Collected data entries
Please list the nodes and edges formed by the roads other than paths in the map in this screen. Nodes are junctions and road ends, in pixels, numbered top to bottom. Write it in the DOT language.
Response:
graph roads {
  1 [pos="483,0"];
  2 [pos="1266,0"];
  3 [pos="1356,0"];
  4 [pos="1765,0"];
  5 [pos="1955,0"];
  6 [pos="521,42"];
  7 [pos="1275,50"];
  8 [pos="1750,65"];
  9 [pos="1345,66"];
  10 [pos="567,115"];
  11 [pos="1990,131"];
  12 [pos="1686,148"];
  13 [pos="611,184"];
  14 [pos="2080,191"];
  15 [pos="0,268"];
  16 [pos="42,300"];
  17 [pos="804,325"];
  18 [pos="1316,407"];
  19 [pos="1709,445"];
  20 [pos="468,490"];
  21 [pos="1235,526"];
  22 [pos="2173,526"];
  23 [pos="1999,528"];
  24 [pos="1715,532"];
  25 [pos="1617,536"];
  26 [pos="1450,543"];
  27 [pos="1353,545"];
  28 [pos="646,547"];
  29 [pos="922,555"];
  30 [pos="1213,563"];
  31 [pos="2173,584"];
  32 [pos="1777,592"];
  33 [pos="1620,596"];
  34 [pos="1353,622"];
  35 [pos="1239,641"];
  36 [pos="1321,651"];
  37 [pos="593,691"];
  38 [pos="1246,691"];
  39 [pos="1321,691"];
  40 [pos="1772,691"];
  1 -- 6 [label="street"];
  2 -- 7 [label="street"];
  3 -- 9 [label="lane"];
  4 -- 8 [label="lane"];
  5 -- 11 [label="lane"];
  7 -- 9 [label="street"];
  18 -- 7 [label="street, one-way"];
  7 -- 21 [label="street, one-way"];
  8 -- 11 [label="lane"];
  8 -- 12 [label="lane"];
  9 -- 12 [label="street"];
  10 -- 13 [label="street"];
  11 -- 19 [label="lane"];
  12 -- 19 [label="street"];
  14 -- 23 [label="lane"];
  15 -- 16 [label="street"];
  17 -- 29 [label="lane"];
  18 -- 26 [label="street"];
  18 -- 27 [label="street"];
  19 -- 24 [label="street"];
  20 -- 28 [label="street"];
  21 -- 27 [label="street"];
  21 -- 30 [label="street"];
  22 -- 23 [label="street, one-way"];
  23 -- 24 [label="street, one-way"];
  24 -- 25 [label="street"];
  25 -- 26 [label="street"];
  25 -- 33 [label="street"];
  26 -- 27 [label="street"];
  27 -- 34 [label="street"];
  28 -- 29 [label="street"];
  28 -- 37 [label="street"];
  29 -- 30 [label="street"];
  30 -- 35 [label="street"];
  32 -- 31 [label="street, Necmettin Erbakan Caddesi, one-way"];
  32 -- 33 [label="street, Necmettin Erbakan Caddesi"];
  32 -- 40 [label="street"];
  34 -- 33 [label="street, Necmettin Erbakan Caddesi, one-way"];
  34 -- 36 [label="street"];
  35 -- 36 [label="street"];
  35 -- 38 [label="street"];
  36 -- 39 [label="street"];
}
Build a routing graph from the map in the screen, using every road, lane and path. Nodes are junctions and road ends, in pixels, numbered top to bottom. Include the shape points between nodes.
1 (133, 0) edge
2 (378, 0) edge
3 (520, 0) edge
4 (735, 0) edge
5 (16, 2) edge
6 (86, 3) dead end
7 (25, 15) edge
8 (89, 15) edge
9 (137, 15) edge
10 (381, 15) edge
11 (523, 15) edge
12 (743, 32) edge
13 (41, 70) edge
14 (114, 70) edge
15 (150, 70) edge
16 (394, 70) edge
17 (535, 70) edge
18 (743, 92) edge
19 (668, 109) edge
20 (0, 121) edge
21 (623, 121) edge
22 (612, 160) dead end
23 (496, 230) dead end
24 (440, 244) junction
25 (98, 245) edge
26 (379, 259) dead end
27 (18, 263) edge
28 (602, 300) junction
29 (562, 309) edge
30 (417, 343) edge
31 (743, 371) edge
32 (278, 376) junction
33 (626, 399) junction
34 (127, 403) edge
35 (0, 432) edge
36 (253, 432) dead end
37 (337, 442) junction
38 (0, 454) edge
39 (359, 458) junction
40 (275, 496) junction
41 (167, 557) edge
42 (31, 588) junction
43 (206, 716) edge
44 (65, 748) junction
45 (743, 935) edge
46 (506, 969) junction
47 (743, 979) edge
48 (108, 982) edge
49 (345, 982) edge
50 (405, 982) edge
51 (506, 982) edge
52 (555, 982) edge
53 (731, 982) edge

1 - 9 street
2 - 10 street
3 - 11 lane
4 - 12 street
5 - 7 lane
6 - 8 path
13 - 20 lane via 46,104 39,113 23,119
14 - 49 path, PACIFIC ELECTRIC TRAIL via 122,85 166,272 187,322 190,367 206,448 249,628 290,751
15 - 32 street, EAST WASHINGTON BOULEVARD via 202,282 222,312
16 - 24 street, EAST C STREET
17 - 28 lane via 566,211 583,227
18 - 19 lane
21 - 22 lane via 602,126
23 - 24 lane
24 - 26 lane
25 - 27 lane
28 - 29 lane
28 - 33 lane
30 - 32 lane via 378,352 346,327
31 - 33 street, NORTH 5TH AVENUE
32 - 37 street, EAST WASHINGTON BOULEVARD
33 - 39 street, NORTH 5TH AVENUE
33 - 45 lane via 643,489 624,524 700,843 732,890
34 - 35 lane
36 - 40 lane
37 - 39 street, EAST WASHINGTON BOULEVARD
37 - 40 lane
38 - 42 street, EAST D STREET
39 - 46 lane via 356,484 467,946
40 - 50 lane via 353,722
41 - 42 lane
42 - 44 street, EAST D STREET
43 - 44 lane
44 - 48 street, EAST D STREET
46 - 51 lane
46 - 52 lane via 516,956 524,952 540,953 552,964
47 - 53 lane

◆ How to complete this task
I need the number of lines in the entries that include "roads"; please give that number and nothing else.

◆ Answer area
2